We reverse the order entered ex parte which struck the plaintiffs pleading, along with the final judgment entered ex parte upon authority of Owens-Illinois, Inc. v. Lewis, 260 So.2d 221 (Fla. 1st DCA 1972).
Plaintiff/appellee relies upon Webber v. Brickley, 239 So.2d 633 (Fla. 3d DCA 1970), as a way to salvage the wrongly entered ex parte order and judgment. We are of the opinion that such reliance is misplaced.
In Webber v. Brickley, supra, as here, there was an ex parte order entered. It dismissed the cause for failure to comply with a discovery order. It was there recited:
We think this record reveals that appellant did not make a good faith attempt to comply with the discovery order. The absence of notice upon the application for the final judgment was not fatal under these circumstances. This decision is reinforced by the fact that appellant moved for and received a rehearing upon the final judgment. By granting a rehearing the trial court gave appellant an opportunity to present any valid reason for vacating the final judgment, thereby fulfilling the purpose of the notice provision of Rule 1.420(b), Florida Rules of Civil Procedure, 30 F.S.A. See Voss v. Voss, Fla.App.1964, 169 So.2d 351. The record fails to show, through the petition for rehearing or other means, an explanation for appellant’s failure to make the discovery ordered. Id. at 634.
There are two ways we distinguish the Webber decision.
First, Webber notes from its record that appellant did not make a good faith effort to comply with the discovery order and that there was no reflection of an explanation for appellant’s failure to comply with the discovery order. In the instant case we cannot make such determination. The allegations of this appellant’s motion for rehearing, had rehearing been granted and appellant allowed an opportunity to prove same, very well may have justified appellant’s earlier conduct, depending, too, on the proofs adduced by appellee.

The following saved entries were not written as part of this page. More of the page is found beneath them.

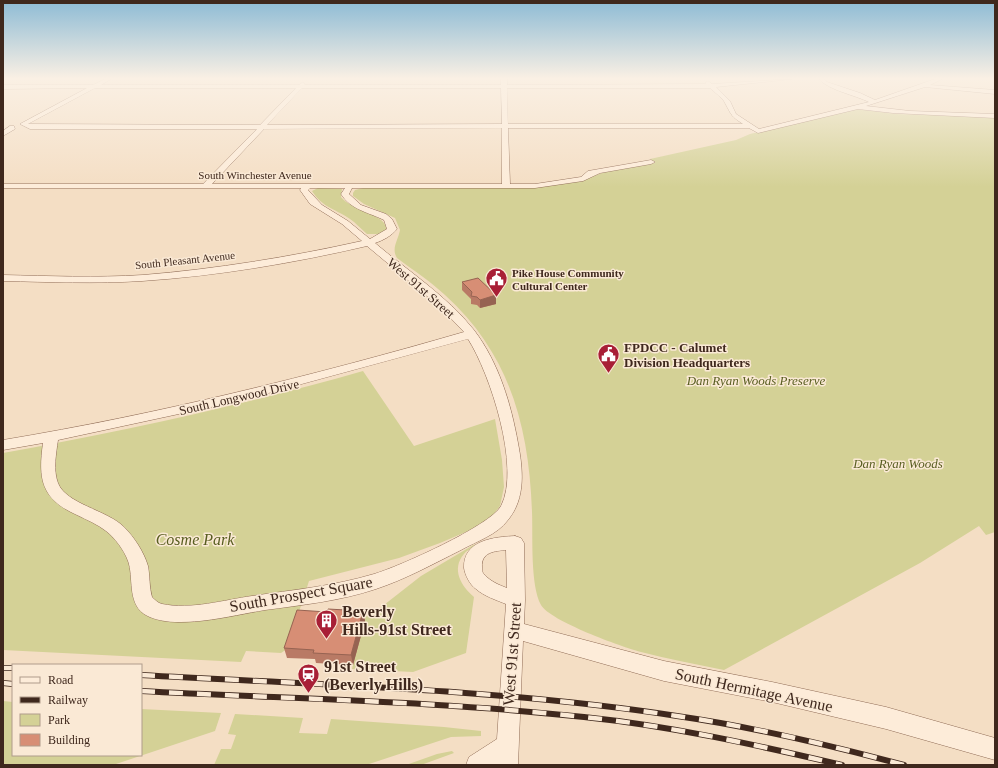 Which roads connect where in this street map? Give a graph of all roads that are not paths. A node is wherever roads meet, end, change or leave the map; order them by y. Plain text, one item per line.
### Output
1 (40, 115) edge
2 (273, 115) edge
3 (505, 115) edge
4 (734, 115) edge
5 (825, 115) edge
6 (965, 115) edge
7 (995, 116) edge
8 (505, 126) junction
9 (751, 126) junction
10 (3, 127) edge
11 (262, 127) junction
12 (3, 134) edge
13 (651, 162) dead end
14 (3, 186) edge
15 (205, 186) junction
16 (308, 186) junction
17 (350, 186) junction
18 (506, 186) junction
19 (367, 242) junction
20 (3, 278) edge
21 (471, 334) junction
22 (51, 438) junction
23 (3, 446) edge
24 (490, 528) joint
25 (516, 600) junction
26 (514, 630) junction
27 (995, 749) edge
28 (507, 755) edge
29 (477, 765) edge

1 - 11 street
2 - 11 street
3 - 8 street
4 - 9 street
5 - 9 street
6 - 7 street
8 - 9 street
8 - 11 street
8 - 18 street
10 - 12 street
11 - 15 street
13 - 18 street
14 - 15 street, South Winchester Avenue
15 - 16 street, South Winchester Avenue
16 - 17 street, South Winchester Avenue
16 - 19 street, West 91st Street
17 - 18 street, South Winchester Avenue
17 - 19 street, South Pleasant Avenue
19 - 20 street, South Pleasant Avenue
19 - 21 street, West 91st Street
21 - 22 street, South Longwood Drive
21 - 24 street, West 91st Street
22 - 23 street, South Longwood Drive
22 - 24 street, South Prospect Square
25 - 25 street, West 91st Street
25 - 26 street, West 91st Street
26 - 27 street, South Hermitage Avenue
26 - 28 street, West 91st Street
28 - 29 street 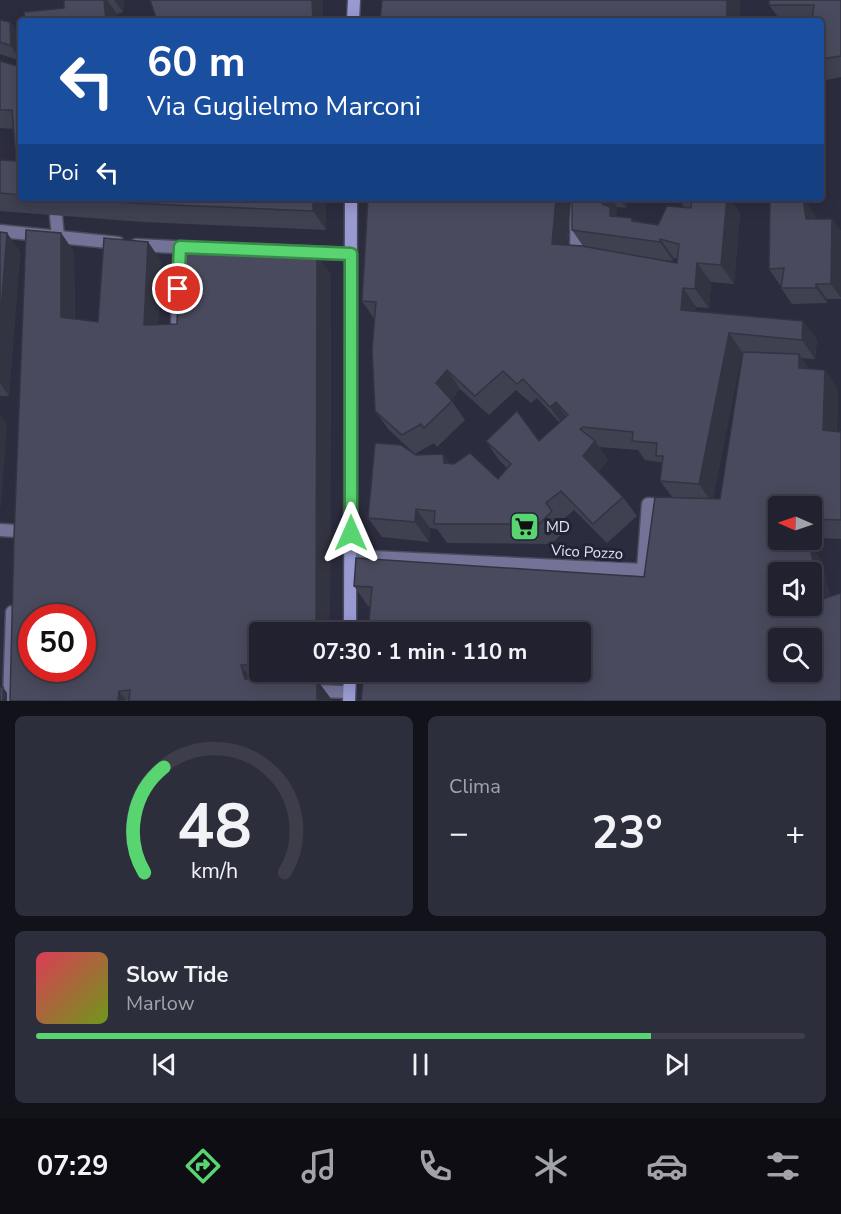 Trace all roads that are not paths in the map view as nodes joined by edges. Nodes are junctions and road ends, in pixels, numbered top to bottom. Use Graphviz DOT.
graph roads {
  1 [pos="354,0"];
  2 [pos="353,18"];
  3 [pos="351,201"];
  4 [pos="577,201"];
  5 [pos="56,216"];
  6 [pos="0,231"];
  7 [pos="58,237"];
  8 [pos="180,247"];
  9 [pos="202,248"];
  10 [pos="248,250"];
  11 [pos="351,254"];
  12 [pos="594,261"];
  13 [pos="177,330"];
  14 [pos="681,506"];
  15 [pos="0,530"];
  16 [pos="16,531"];
  17 [pos="351,556"];
  18 [pos="13,599"];
  19 [pos="350,622"];
  20 [pos="296,690"];
  21 [pos="349,696"];
  22 [pos="9,701"];
  1 -- 2 [label="main road"];
  3 -- 11 [label="main road"];
  4 -- 12 [label="street"];
  5 -- 7 [label="street"];
  6 -- 7 [label="street"];
  7 -- 8 [label="street"];
  8 -- 9 [label="street"];
  8 -- 13 [label="street"];
  10 -- 11 [label="street"];
  11 -- 17 [label="main road"];
  14 -- 17 [label="street, Vico Pozzo"];
  15 -- 16 [label="street"];
  17 -- 19 [label="main road"];
  18 -- 22 [label="street"];
  20 -- 21 [label="street"];
} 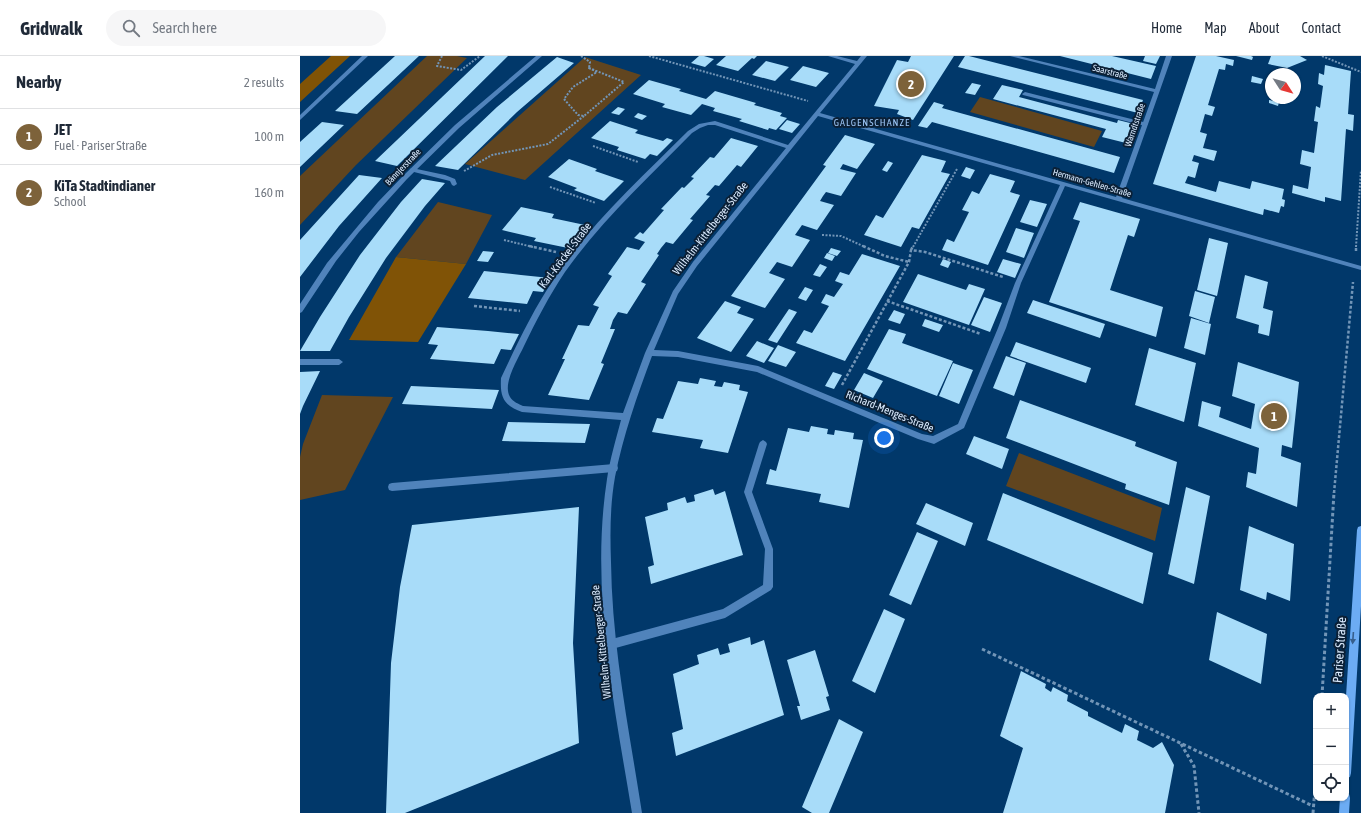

Second, in Webber, appellant moved for and was granted a rehearing. Thereupon, appellant was given an opportunity to contest the issue sufficient to fulfill the notice requirements of the Rules. In the instant case, appellant was denied a rehearing and given no opportunity to contest or establish the impropriety of the ex parte order and judgment.
Because of the foregoing, we are of the opinion that this case is governed by the principles announced in Owens-Illinois, Inc. v. Lewis, supra.
Reversed.
HERSEY and WALDEN, JJ., concur. GLICKSTEIN, J., dissents with opinion.